> _EXERCISE BRIEF_
Although the records contain pictures, only their text should be set down, exactly as written.

Top of DATA SUPPLIED

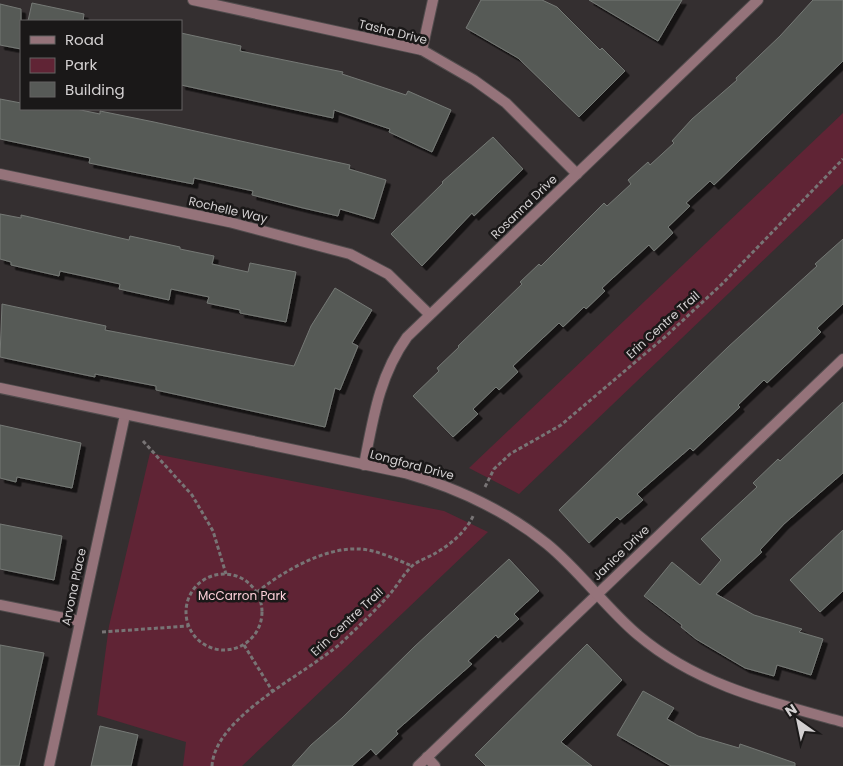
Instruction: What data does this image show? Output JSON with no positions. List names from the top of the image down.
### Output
{
  "streets": {
    "street": [
      "Tasha Drive",
      "Rosanna Drive",
      "Rochelle Way",
      "Longford Drive",
      "Janice Drive",
      "Arvona Place"
    ],
    "path": ["Erin Centre Trail"]
  },
  "crossings": [
    ["Tasha Drive", "Rosanna Drive"],
    ["Rosanna Drive", "Rochelle Way"],
    ["Rosanna Drive", "Longford Drive"],
    ["Longford Drive", "Janice Drive"],
    ["Longford Drive", "Arvona Place"]
  ],
  "parks": ["McCarron Park"],
  "legend": ["Road", "Park", "Building"],
  "north": "top left"
}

Bottom of DATA SUPPLIED

> _RESPONSE BOX_
Instruction: What data does this image show? Output JSON with no positions. List names from the top of the image down.
### Output
{
  "streets": {
    "street": [
      "Tasha Drive",
      "Rosanna Drive",
      "Rochelle Way",
      "Longford Drive",
      "Janice Drive",
      "Arvona Place"
    ],
    "path": ["Erin Centre Trail"]
  },
  "crossings": [
    ["Tasha Drive", "Rosanna Drive"],
    ["Rosanna Drive", "Rochelle Way"],
    ["Rosanna Drive", "Longford Drive"],
    ["Longford Drive", "Janice Drive"],
    ["Longford Drive", "Arvona Place"]
  ],
  "parks": ["McCarron Park"],
  "legend": ["Road", "Park", "Building"],
  "north": "top left"
}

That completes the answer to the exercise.